Eight years ago, Karl Rove was on the top of the political world. He had guided George W. Bush to a re-election victory while congressional Republicans picked up four Senate seats and solidified their House majority.
His dream of a permanent, or at least durable Republican majority in the country seemed at hand. He was the unquestioned top dog in the Republican strategist world and even Democrats who loathed him acknowledged that he was devastatingly effective.
Times change.
Eight years hence, Rove is at the center of a mini-controversy over his insistence that his employer — Fox News Channel — had mistakenly called Ohio for President Barack Obama and, in so doing, had handed the race to the incumbent. But, that odd moment aside, there is also a broader conversation happening within the Republican party about Rove and whether his time as the unquestioned smartest guy in the GOP has come to an end.
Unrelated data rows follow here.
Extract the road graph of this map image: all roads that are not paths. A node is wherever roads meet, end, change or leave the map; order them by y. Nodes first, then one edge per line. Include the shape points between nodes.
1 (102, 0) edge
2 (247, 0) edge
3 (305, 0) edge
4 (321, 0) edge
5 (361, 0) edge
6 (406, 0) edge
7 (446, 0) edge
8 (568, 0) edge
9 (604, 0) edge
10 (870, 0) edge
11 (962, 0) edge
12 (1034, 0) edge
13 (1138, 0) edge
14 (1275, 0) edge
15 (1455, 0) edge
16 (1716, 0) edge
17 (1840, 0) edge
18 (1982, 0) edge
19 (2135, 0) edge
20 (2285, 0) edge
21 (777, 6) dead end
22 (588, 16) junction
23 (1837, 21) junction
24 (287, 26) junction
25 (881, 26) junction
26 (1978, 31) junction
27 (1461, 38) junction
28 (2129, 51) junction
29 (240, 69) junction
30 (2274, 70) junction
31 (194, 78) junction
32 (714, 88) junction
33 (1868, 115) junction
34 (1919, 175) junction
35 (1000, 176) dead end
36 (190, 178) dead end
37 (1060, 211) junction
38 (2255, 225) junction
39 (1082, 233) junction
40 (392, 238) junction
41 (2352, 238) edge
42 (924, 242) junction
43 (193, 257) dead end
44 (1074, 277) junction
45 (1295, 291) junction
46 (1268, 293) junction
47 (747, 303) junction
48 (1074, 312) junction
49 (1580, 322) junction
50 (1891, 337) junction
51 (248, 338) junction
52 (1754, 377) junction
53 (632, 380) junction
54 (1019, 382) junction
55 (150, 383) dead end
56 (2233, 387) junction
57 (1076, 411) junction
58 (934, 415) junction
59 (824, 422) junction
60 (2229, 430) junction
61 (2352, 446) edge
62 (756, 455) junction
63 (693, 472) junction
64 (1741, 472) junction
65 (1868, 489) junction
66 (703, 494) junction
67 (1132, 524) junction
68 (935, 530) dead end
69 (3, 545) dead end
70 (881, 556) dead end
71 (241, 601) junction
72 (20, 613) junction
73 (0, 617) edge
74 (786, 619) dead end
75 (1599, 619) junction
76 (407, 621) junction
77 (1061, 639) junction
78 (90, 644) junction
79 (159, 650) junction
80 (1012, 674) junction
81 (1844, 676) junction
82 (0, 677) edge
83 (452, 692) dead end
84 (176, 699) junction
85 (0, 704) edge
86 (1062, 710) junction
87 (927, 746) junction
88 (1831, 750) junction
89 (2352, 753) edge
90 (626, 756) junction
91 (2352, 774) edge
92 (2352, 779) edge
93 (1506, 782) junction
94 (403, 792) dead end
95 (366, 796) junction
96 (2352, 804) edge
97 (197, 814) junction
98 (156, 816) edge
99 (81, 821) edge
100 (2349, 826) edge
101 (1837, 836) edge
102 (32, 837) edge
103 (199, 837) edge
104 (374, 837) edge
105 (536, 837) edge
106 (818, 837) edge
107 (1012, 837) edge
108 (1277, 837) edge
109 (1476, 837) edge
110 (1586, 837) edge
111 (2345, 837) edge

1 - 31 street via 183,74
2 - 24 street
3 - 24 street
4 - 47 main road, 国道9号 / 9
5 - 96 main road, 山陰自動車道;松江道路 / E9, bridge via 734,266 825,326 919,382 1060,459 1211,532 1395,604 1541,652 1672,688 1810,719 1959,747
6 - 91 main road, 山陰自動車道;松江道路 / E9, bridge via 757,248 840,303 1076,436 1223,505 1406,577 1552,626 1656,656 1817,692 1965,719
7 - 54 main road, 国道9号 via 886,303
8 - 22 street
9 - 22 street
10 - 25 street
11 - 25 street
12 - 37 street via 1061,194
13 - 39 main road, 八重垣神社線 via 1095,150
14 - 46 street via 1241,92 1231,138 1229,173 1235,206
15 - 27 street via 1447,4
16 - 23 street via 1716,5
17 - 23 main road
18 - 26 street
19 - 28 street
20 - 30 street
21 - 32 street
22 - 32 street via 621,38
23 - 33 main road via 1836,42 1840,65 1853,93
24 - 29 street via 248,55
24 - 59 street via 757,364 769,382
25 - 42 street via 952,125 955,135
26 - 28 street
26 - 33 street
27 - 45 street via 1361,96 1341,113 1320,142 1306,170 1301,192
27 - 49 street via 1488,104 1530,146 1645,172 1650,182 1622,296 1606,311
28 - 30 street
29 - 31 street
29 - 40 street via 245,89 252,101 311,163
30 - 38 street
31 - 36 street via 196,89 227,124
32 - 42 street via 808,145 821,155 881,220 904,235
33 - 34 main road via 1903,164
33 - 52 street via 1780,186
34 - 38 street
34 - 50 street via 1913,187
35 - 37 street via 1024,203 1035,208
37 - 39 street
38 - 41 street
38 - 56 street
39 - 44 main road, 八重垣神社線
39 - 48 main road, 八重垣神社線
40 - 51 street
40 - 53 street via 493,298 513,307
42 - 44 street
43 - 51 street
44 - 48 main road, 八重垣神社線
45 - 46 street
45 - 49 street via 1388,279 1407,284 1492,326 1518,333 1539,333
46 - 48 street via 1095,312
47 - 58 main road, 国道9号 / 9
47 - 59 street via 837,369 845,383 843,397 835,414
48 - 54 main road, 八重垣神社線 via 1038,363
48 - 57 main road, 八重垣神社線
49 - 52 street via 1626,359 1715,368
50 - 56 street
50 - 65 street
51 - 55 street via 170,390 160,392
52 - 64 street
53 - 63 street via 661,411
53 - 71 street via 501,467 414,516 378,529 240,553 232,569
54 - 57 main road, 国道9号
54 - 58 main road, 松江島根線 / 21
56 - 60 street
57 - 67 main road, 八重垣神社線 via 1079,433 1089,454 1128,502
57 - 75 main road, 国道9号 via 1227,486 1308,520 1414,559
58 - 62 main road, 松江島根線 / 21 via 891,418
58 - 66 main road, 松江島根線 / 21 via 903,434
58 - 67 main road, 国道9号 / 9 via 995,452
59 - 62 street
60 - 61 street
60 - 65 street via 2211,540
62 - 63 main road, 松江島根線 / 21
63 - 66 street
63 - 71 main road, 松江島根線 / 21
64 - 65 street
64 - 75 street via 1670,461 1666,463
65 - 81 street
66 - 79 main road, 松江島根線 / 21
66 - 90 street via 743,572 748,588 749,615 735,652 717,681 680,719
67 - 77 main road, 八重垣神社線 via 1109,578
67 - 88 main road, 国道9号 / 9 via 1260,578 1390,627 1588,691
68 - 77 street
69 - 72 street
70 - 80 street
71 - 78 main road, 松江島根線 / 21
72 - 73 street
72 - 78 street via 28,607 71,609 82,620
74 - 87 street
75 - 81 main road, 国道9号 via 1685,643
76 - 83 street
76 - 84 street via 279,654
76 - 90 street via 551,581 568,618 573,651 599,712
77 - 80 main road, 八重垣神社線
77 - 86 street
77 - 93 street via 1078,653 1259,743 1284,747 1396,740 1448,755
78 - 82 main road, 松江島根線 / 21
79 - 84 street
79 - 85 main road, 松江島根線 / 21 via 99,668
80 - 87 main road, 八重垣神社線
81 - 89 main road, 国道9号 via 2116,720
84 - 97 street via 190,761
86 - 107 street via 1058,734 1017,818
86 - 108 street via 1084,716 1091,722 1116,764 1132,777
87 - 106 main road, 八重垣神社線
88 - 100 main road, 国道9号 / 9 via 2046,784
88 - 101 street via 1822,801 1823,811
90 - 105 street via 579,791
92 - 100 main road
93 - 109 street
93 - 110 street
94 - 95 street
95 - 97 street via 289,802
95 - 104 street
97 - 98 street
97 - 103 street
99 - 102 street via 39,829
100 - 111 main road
“He has lost his mojo,” said one longtime and well connected Republican strategist granted anonymity to speak candidly about Rove. “He has become total spin, including spinning himself.”
While Rove himself passed on the chance to discuss his role in the 2012 election and in the GOP more generally, several other prominent Republican operatives leapt to his defense.
“Karl played a giant role in the 2012 election and did so for the right reasons,” said Terry Nelson, a Republican media consultant and former campaign manager for John McCain’s presidential bid in 2008. “I hope he continues to be a leader in our party in the future.”
Much of the debate about Rove centers on his role as the most prominent face and lead fundraiser for American Crossroads/Crossroads GPS — the dual-headed conservative group that raised and spent hundreds of millions of dollars on ads in the presidential and congressional races this cycle.
“Crossroads was a failure and Rove’s core strategy of base-centric GOP politics is a failure,” said a senior Republican consultant not favorably inclined to Rove. “There are not enough white men for the Rove view to work anymore. His time is past.”
Rove’s great genius in 2004 was to focus not on reaching out to swing voters as conventional political wisdom dictated but rather to concentrate on identifying, growing and turning out the Republican base. And that meant whites and white men in particular.
The problem for Rove and Republicans is that in 2012, the math simply didn’t add up. Mitt Romney won white voters by 20 points but whites made up just 72 percent of the overall electorate, their lowest percentage ever. (By comparison, 87 percent of the electorate was white in 1992.)
Rove, in a Wall Street Journal column on Wednesday, acknowledged his party’s demographic problem. He wrote: “A bright spot for the president (and a warning sign for the GOP) is that his share of the Latino vote rose four points, to 71%. A larger Hispanic turnout brought him an additional 700,000 votes from that group.”
And, in Rove’s defense, Bush got 43 percent of the Hispanic vote in 2004 — by far the high water mark for a GOP presidential candidate in modern presidential memory. Bush also wound up carrying New Mexico and Nevada, two states with large Latino populations thanks to a concerted effort to court that community, according to a source knowledgeable with the efforts.
While the demographic realities exposed in the 2012 campaign are hard to dispute, there is far less certainty about whether what Rove did with Crossroads was a good, bad or neutral thing in the race.
“Until there is someone who can supplant [Rove] with the relationships with the millionaires/billionaires, he’s got a role,” said a pro-Rove Republican operative. “He’s the preeminent personality in the party right now, and the donors (at least most of them) believe the super PACs played a vital role in keeping this close and making it not as bad as it could have been.”
Crossroads defenders note that Obama outspent Romney on television by $154 million and were it not for Rove’s group — and other conservative-aligned super PACs — that such a margin would have kept Romney from even coming close to winning in swing states such as Florida or Ohio.
The source added that the spending by Crossroads in downballot contests made up for the fact that many prominent Senate GOP candidates were badly outraised by their Democratic rivals and noted that without Rove — and Crossroads — those races would not have been as close as they were.
Still, the fact that Republicans not only lost the presidential race but also failed to pick up seats in the Senate has led to some grumbling among some of the major donors in the GOP world, said one senior strategist. “Big givers wondering where the money went and why Karl was so mistaken,” said the source.
Even when he was on top of the Republican political world, Rove was a divisive figure — he is an acerbic personality who doesn’t suffer fools gladly — so it’s not terribly surprising that in the wake of an across-the-board defeat for the GOP there are those questioning Rove’s role and future.
For all the criticism of Rove, it’s hard to imagine him disappearing from the political world any time soon. With Republicans likely headed into a period of deep self-examination between now and the 2016 election, Rove is nearly certain to remain a leading voice in that conversation — if for no other reason than his role as a commentator on Fox News Channel and his relationships with the mega-donors that every candidate covets.
In short: Karl Rove isn’t going anywhere.